Although we had initially meant to have only one cat, our daughter's cat Odyssey, the two black cats, when tiny kittens, had been dumped in the country when we lived in Harris County, Georgia. One had been viciously damaged; the other was hungry. We took them in, and now we are a three-cat family when we meant to be only a one-cat family. We have lived with those cats for eight to six years now; at times they were indoor cats, at other times indoor/outdoor cats. But we've never had the issues with the cats that we have here. Dogs will stay in their fences; terrorist cats are more difficult to contain. And, of course, we love our animals, even the recalcitrant ones, and we want them to be comfortable and happy.
So we have continued to "Catmo-ize" our backyard. This morning, Tom installed a one-wire electrical fence along most of the wooden fence in the backyard. He left one leg of the fence free, from the garage to the gate, because Pluto doesn't seem to scale that part of the fence (there's a dog on the other side of that fence, too). With chicken wire on top and the electrical wire mid-way up, perhaps this set-up will finally contain our cat.
But I want to tell our neighbor that even with this one cat contained, others leave their yards in the dusk of the evening and the pre-dawn morning--even when their owners have the best intentions of confining their cats. Cats slip out front doors in an unguarded moment. They scale fences, find holes behind the shrubbery. And though the cats may be completely contained, other dangers lurk. Hawks fly into our backyards, hunting for tiny mammals and birds. A hawk nests in this neighborhood. I've been six feet from it, almost eye to eye, when it flew in, chased by smaller birds, to perch in our black locust tree. I've watched it sitting quietly for long minutes on a neighbor's gate to a shady backyard, listening, looking. Even squirrels eat birds. And this neighborhood is over-run with squirrels.
No, there is no way to be perfectly safe, to be perfectly free of animal scat and the musky scent of mammals.

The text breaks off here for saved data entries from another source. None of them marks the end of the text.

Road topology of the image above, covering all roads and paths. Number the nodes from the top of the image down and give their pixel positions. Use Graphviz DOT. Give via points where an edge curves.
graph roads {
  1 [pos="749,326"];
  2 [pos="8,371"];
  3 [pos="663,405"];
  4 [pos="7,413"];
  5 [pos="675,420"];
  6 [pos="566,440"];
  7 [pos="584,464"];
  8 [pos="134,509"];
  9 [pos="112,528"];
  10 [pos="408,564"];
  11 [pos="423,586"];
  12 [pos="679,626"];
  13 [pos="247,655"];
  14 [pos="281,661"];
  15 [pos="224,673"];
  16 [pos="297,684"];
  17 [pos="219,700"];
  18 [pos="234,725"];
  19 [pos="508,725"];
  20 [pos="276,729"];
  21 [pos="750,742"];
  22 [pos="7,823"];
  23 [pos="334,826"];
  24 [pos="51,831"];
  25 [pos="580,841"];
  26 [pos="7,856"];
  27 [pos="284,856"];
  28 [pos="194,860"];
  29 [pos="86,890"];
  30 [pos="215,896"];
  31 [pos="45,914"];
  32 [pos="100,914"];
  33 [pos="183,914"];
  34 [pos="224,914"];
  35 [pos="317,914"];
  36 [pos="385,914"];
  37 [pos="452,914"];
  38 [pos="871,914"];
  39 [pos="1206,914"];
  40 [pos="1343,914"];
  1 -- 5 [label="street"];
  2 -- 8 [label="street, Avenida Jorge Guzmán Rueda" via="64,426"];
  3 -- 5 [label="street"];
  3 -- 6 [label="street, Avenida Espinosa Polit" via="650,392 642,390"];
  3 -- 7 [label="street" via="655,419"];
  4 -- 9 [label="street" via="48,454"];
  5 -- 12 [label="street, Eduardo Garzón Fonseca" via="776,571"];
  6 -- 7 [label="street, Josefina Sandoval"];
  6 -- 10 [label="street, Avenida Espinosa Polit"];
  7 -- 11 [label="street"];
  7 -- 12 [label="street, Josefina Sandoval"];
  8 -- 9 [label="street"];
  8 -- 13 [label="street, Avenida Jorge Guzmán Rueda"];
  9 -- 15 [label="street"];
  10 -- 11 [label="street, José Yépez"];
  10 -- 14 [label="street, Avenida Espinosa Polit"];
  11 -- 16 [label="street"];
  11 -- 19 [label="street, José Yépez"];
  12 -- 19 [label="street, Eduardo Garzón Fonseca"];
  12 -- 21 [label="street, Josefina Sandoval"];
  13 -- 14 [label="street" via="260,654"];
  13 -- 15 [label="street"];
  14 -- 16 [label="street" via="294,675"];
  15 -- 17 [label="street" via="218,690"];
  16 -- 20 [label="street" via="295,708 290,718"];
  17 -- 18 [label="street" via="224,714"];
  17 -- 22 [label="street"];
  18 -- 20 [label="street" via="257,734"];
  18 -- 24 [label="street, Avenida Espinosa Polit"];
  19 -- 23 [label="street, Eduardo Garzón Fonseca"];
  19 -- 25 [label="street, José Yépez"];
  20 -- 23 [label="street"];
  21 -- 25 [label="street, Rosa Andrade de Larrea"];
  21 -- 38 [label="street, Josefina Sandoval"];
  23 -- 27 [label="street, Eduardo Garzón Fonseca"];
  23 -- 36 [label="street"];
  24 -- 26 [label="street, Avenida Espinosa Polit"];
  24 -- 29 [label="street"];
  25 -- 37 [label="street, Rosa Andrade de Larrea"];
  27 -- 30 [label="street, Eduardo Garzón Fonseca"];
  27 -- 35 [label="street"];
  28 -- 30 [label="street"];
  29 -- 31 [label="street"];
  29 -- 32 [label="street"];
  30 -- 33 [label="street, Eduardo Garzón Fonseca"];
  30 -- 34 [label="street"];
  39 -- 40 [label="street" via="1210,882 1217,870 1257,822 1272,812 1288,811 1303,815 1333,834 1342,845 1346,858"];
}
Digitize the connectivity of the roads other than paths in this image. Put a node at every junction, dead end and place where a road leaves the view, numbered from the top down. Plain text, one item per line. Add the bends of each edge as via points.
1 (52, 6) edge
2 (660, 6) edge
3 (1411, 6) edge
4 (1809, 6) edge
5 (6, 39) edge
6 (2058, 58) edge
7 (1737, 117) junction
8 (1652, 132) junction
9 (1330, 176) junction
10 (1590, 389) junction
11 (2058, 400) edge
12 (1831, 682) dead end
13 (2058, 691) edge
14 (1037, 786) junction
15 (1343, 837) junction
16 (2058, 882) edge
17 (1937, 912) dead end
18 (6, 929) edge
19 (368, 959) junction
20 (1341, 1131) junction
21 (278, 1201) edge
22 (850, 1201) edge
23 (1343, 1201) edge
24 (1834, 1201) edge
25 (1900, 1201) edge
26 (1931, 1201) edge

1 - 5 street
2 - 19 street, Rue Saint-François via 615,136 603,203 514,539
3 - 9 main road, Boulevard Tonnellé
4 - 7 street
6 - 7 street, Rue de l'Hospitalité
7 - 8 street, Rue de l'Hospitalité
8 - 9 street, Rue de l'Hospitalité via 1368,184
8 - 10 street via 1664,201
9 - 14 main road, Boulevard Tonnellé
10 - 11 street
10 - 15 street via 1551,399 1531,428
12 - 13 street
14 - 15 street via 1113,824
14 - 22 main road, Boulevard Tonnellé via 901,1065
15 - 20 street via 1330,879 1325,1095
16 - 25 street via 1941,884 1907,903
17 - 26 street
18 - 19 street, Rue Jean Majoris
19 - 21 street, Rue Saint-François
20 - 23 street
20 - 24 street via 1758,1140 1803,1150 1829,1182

Update: It took Pluto an hour or less to figure a way out of the recently electrified backyard. He is now confined to the house until we figure out how he is escaping Catmo. We're glad he is neutered. Otherwise, his descendants might be a threat to our own species!
1 comment:
This Pluto is indeed a dangerous one. If you can't find a way to contain him, I fear for our country, nay, our very culture!
And our own little pinky Ellie Orca has also become a terrorist, dashing around our feet and out the door, even when we are guarding that passage diligently. Whatever shall become of us? I'd just bought her a little collar with a bell and some glow-in-the-dark paint on it because I fear she'll get in the street one night, but it took her only an hour or two to unhook it, so it's lost somewhere in the house.